▸ DATA PROVIDED:
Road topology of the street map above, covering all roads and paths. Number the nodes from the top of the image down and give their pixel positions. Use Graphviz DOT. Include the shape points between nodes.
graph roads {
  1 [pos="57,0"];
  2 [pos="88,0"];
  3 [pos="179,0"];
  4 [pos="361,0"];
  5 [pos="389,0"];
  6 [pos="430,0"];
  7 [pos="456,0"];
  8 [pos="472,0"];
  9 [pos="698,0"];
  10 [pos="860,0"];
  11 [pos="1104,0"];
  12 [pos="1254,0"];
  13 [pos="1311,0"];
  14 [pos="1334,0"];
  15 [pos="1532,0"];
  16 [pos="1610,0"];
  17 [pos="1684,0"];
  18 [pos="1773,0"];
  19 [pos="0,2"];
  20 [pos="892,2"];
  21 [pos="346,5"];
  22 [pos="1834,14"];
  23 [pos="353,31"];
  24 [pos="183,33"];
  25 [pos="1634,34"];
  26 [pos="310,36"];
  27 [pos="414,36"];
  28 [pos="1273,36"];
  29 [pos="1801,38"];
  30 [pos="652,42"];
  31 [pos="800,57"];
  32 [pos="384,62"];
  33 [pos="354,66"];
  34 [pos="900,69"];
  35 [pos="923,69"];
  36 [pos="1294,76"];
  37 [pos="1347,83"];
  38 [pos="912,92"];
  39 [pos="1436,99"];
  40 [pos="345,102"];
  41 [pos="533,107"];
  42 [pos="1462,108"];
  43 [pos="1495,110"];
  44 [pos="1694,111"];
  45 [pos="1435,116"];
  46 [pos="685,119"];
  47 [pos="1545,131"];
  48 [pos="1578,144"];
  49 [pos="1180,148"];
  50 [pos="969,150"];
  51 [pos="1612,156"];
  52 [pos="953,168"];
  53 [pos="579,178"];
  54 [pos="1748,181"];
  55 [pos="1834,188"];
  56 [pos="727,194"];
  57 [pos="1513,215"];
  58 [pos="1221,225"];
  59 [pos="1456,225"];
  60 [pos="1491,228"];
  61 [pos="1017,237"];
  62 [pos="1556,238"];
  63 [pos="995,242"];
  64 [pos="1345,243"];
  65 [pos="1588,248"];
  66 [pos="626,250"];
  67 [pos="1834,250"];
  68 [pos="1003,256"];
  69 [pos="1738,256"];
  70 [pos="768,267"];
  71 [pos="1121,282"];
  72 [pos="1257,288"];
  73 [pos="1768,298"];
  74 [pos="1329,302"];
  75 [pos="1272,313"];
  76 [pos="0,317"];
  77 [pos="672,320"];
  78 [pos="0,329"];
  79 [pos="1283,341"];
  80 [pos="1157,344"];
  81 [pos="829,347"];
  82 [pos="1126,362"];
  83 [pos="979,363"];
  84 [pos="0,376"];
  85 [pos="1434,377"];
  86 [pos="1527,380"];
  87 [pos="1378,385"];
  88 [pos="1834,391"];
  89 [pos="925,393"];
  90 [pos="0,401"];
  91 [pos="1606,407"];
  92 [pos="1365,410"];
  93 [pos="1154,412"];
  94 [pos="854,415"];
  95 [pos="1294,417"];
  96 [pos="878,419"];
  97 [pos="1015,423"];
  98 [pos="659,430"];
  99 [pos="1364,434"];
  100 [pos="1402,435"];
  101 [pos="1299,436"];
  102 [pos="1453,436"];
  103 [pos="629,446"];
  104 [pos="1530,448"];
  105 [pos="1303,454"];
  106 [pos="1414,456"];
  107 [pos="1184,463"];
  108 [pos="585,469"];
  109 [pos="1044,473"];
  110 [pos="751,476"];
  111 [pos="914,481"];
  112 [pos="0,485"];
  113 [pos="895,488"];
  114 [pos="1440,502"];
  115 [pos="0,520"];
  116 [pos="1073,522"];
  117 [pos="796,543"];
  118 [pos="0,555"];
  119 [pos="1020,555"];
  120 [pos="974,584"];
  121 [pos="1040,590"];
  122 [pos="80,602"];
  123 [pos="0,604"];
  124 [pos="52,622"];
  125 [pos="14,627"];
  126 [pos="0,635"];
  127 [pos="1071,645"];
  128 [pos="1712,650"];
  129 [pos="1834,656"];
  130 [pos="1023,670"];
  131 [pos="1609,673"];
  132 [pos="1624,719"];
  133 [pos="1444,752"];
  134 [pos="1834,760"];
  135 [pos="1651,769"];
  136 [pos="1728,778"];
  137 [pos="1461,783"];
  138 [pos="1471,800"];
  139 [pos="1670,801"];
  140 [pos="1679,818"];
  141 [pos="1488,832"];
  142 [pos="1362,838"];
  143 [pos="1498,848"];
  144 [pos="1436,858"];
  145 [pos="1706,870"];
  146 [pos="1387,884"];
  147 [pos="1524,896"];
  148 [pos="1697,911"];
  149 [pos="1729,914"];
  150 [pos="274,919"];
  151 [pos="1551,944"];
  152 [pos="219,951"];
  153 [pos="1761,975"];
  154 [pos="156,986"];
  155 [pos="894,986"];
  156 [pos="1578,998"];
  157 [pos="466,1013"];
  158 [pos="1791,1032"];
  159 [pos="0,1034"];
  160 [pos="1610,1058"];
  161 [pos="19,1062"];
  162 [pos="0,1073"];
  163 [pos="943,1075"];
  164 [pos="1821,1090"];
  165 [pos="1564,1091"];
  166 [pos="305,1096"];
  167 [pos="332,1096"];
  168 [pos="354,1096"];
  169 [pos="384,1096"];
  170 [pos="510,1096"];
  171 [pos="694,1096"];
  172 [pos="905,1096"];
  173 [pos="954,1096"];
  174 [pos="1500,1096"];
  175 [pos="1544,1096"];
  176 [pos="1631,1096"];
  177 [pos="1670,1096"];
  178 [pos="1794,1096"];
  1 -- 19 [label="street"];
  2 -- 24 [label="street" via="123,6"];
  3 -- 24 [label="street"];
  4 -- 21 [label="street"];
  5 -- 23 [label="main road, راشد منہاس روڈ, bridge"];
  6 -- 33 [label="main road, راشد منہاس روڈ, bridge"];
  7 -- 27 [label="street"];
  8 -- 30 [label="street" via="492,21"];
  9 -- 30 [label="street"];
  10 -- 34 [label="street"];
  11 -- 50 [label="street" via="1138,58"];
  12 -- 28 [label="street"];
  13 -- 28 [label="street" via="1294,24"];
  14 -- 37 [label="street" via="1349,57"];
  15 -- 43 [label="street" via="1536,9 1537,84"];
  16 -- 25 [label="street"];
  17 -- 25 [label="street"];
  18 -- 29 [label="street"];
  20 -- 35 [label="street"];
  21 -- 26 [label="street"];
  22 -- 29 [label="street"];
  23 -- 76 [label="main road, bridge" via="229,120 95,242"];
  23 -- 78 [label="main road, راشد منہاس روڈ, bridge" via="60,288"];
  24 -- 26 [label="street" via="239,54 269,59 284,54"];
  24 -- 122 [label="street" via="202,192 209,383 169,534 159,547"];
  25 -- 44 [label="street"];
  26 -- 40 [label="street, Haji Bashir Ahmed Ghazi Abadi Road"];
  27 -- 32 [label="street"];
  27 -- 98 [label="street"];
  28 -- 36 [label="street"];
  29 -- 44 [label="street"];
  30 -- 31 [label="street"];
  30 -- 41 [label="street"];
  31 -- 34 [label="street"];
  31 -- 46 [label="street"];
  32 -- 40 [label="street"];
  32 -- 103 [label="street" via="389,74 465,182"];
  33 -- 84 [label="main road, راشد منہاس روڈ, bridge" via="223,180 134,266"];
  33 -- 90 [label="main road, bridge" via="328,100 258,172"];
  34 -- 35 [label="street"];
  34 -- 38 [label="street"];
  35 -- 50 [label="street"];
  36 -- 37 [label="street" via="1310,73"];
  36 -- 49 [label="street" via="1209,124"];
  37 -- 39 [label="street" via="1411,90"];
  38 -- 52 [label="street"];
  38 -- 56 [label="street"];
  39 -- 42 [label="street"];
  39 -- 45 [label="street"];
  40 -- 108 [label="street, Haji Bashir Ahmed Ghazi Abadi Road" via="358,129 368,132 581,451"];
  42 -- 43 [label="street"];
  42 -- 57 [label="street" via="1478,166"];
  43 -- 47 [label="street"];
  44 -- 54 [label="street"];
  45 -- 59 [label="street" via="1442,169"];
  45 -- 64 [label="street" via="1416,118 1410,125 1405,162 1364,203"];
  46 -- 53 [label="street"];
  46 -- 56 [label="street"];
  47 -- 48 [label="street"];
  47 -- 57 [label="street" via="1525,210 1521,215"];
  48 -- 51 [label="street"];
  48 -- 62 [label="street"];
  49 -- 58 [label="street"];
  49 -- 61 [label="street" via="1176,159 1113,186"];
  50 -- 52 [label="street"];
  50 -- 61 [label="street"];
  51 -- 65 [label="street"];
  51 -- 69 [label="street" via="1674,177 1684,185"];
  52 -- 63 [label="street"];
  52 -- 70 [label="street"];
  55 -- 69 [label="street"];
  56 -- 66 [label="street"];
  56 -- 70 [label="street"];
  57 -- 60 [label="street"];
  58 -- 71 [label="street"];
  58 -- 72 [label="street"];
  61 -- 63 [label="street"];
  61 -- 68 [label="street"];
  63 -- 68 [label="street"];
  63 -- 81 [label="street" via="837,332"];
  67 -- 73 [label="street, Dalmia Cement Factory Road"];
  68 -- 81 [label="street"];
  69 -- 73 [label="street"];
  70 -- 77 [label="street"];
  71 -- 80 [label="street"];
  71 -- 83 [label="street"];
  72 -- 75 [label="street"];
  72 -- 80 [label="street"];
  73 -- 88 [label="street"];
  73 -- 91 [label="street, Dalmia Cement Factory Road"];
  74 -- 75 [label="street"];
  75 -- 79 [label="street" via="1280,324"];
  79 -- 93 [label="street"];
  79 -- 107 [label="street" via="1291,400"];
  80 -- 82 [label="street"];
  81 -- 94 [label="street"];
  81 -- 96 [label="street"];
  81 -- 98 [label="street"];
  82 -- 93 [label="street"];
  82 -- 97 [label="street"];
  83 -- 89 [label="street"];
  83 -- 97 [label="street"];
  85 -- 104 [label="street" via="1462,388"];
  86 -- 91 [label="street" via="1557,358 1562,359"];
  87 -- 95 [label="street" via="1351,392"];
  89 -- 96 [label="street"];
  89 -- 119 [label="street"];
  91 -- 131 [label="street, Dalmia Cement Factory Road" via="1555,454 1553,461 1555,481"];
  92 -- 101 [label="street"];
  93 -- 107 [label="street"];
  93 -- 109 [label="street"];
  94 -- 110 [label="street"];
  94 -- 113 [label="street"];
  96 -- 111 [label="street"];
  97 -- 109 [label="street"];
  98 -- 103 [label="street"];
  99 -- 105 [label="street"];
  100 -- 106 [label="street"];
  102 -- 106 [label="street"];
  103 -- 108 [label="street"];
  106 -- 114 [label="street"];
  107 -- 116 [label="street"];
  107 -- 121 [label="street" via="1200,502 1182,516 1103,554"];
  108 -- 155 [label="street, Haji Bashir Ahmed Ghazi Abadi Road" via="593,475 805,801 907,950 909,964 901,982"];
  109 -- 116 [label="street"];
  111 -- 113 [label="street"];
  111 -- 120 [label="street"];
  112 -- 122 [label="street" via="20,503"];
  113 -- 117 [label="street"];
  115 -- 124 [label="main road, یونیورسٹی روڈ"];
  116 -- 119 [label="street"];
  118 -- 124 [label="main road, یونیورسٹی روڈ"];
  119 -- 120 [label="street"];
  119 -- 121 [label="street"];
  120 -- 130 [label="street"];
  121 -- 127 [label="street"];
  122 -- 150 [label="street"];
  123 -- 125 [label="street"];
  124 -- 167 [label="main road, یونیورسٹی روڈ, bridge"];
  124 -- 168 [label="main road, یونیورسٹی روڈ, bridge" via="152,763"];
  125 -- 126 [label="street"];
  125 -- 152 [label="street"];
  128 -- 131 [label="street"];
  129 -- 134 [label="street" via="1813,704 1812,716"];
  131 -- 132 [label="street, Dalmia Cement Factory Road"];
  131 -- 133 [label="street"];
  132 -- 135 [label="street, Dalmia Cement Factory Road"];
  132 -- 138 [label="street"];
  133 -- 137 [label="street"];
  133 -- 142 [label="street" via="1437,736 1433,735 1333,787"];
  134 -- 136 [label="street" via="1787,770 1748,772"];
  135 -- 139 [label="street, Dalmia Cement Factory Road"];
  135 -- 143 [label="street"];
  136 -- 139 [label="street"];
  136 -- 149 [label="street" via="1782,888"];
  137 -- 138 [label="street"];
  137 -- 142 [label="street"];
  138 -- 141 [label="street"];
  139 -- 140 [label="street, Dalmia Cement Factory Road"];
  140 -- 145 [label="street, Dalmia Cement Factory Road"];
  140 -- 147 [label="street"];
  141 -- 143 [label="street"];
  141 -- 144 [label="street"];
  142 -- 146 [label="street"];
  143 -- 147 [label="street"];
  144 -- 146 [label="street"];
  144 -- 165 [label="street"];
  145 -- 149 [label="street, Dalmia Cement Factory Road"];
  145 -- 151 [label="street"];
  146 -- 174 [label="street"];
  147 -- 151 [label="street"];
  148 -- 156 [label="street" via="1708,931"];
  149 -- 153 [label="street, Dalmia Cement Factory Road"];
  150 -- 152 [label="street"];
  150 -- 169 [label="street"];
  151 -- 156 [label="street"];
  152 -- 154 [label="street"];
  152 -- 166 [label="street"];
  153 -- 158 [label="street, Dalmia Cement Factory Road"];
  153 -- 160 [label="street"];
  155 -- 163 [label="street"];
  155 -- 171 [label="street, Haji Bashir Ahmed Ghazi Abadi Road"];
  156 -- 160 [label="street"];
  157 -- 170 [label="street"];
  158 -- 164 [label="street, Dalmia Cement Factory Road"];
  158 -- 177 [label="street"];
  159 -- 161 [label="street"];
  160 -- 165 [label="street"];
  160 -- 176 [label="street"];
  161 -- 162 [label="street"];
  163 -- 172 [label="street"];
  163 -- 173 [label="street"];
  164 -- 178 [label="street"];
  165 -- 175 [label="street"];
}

▸ TASK OBJECTIVE: Using the material above, return every line that holds the string "Factory".

▸ EXERCISE RESULT:
  67 -- 73 [label="street, Dalmia Cement Factory Road"];
  73 -- 91 [label="street, Dalmia Cement Factory Road"];
  91 -- 131 [label="street, Dalmia Cement Factory Road" via="1555,454 1553,461 1555,481"];
  131 -- 132 [label="street, Dalmia Cement Factory Road"];
  132 -- 135 [label="street, Dalmia Cement Factory Road"];
  135 -- 139 [label="street, Dalmia Cement Factory Road"];
  139 -- 140 [label="street, Dalmia Cement Factory Road"];
  140 -- 145 [label="street, Dalmia Cement Factory Road"];
  145 -- 149 [label="street, Dalmia Cement Factory Road"];
  149 -- 153 [label="street, Dalmia Cement Factory Road"];
  153 -- 158 [label="street, Dalmia Cement Factory Road"];
  158 -- 164 [label="street, Dalmia Cement Factory Road"];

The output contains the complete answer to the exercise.